The Gate of Sadness is a monograph in progress on the subject of sadness as it is regarded in the Jewish and Buddhist traditions. The introduction and first few teachings are available here.


Sometimes a crumb falls from the tables of joy
Sometimes a bone is flung.
To some people love is given,
To others, only heaven.

Langston Hughes

Sadness and joy are not opposites. They exist as two notes of a sometimes
dissonant, sometimes harmonious, chord of quiet awareness. Learning to
experience and accept one’s sadness as part of the unfolding perfection of Being is
to make the darkness visible, and beautiful. It is a gate into deeply knowing that
all is God.

Denying sorrow, or pretending too quickly that everything is okay, denies
that God exists everywhere, which contradicts the unity and reality of God itself.
If God takes place only when we are happy, it is not God.

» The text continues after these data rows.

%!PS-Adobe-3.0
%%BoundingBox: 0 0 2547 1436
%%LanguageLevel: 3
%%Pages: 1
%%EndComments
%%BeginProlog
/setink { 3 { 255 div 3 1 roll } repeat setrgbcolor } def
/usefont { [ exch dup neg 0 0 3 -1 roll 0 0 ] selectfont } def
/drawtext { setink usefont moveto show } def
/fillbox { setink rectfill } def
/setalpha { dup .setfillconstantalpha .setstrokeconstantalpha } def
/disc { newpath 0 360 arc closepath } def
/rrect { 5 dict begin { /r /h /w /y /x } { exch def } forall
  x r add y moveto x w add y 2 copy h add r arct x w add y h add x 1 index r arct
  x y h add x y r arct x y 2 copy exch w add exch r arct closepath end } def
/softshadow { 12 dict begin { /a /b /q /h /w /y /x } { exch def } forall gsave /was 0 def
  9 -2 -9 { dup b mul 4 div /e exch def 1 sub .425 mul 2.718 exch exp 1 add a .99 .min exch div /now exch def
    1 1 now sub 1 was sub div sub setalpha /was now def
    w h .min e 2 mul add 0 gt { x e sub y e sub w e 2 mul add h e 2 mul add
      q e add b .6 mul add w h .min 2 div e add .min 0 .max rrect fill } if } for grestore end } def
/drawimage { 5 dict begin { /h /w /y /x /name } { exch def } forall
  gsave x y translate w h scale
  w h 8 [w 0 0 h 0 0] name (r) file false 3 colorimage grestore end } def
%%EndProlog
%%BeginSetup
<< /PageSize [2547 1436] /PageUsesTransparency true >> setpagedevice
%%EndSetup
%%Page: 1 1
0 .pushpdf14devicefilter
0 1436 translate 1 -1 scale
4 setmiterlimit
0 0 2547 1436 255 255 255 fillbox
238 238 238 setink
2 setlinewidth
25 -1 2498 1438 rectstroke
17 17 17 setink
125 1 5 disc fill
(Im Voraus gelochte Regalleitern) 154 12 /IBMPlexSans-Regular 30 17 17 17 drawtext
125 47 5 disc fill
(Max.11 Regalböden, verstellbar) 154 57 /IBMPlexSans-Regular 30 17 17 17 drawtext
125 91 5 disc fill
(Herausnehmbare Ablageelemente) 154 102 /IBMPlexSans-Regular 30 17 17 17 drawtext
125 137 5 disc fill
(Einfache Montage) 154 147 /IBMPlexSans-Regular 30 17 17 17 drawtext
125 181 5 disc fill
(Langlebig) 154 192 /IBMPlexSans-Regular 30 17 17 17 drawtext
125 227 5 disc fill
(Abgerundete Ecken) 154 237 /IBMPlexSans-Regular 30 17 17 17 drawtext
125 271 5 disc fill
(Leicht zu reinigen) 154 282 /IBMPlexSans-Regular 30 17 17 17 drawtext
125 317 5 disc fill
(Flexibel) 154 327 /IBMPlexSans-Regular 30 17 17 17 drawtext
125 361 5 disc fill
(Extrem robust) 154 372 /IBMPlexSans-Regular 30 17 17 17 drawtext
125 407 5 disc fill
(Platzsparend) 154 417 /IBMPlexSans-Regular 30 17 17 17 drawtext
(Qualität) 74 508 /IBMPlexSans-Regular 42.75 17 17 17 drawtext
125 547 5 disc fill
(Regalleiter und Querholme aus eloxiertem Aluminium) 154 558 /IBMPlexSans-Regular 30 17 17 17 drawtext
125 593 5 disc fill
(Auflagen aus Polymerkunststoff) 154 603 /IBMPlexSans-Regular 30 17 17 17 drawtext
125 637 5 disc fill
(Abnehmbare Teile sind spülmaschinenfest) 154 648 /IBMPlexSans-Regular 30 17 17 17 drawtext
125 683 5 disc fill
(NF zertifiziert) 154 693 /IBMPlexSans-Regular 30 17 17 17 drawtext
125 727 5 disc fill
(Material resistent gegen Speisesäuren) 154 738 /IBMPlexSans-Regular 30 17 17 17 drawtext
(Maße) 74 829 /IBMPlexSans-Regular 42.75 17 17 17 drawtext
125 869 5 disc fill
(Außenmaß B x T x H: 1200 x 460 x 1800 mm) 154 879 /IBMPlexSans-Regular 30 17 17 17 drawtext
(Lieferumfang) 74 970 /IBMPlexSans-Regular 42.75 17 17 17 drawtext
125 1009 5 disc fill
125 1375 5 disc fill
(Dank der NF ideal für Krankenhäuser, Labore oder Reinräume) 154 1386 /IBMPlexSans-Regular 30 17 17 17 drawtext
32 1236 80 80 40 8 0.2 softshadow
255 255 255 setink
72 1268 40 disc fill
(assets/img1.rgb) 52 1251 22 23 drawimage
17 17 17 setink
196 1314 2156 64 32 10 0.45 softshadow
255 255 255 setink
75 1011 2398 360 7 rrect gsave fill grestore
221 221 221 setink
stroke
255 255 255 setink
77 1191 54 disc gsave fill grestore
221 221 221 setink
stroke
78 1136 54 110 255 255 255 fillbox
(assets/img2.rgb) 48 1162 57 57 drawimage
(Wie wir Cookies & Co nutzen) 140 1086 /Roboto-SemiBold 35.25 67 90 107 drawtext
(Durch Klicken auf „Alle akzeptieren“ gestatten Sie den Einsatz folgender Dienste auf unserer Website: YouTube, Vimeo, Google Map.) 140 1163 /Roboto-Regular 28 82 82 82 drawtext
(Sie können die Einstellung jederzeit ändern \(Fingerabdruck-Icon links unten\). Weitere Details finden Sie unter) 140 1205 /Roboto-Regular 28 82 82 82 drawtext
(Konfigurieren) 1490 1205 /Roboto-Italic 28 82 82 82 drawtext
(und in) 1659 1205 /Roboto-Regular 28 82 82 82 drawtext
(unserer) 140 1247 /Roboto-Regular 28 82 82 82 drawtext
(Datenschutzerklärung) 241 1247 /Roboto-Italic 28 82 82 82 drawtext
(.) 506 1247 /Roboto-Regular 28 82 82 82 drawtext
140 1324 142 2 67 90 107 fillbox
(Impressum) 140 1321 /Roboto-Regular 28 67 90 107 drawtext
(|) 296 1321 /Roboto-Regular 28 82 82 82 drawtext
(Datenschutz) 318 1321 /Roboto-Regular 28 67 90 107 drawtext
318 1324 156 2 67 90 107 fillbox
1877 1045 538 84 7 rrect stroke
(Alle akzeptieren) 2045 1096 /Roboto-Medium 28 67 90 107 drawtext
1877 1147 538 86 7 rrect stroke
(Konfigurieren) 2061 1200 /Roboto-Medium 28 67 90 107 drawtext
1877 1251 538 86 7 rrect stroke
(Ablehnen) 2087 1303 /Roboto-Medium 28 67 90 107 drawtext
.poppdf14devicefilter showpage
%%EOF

Sadness is not the same as despair. Despair is a condition of the ego, in
which the “I” loses confidence that the sad mind state will change. It is part of a
narrative, in which the desired happiness is feared never to come. Sadness is not
part of a narrative; it is simply what is, at this moment. In fact, despair hates
sadness, and seeks to avoid it – even as it believes that to avoid it is impossible.
In this sense, despair and holy sadness are opposites.

When we truly experience, not just merely learn, that sadness is a
manifestation of God, and when we feel -- not just merely theorize -- that we are
not alone in sadness, we can become one with an underlying peace with what is
that lovingly endures even our most painful heartbreaks.

The teachings in this book flow from many voices of Jewish traditions,
and some from Buddhist ones, though hopefully they can inspire any seeker of
communion with ultimate Being. They do not represent the only voices in these
traditions on the subject of sadness, or even the dominant ones. Most importantly,
this path is not a cure for sadness – it is an embrace of it. The gate of sadness will
not make us happy. But it can make us joyful, content, and loving in the midst of
pain. With an open heart, sadness and joy may thus be united.